Back to Blog

The Seven Verbs of Desktop AI - What an Agent Actually Does

Fazm Team··2 min read
ai-agentui-automationaccessibility-apidesktop-agentmacos

The Seven Verbs

Strip away the marketing and an AI desktop agent does exactly seven things: click, scroll, type, read, open, press, and traverse. That is the entire vocabulary. Every workflow you can imagine - from filing expenses to organizing your desktop - reduces to some combination of these primitives.

This matters because it grounds the conversation. When someone says "my AI agent automated my invoice workflow," what actually happened is the agent opened an app, read some text fields, typed values into a form, clicked submit, and traversed to the next screen.

Why Primitives Matter

Most AI agent frameworks try to abstract away these operations. They talk about "goals" and "plans" and "reasoning." But the actual interface with your computer is always physical - a click at coordinates, a keystroke, a scroll event.

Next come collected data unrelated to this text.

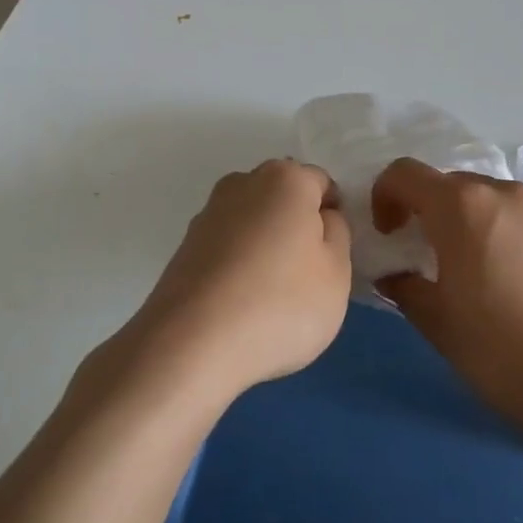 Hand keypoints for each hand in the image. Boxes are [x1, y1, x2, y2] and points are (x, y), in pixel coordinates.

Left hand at [101, 160, 352, 404]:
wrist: (192, 344)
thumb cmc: (281, 303)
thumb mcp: (337, 272)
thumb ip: (337, 234)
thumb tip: (321, 218)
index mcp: (286, 178)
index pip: (322, 184)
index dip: (333, 217)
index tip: (332, 256)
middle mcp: (242, 183)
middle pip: (283, 198)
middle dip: (296, 227)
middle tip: (306, 276)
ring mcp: (207, 214)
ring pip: (252, 223)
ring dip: (265, 246)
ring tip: (270, 296)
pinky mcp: (184, 247)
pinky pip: (227, 248)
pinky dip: (238, 266)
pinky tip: (241, 304)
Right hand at [373, 159, 522, 448]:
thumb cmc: (504, 354)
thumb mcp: (439, 325)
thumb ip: (406, 288)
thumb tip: (395, 276)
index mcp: (461, 207)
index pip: (405, 174)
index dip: (385, 197)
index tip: (390, 235)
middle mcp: (506, 193)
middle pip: (453, 186)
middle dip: (433, 214)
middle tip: (433, 260)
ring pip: (497, 203)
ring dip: (477, 225)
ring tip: (487, 277)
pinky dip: (517, 238)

The agents that work well are the ones that execute these primitives reliably through native APIs rather than trying to guess from screenshots. On macOS, the accessibility API provides structured access to every UI element - buttons, text fields, menus, labels. The agent does not need to "see" a button. It reads the accessibility tree and knows exactly where every interactive element is.

The Traversal Step

The most underrated verb is "traverse." Before an agent can click or type, it needs to build a map of what is on screen. Every action triggers a fresh traversal of the accessibility tree - reading every element, its role, its value, its position. This is perception, not reasoning. The agent is constantly rebuilding its understanding of the UI state.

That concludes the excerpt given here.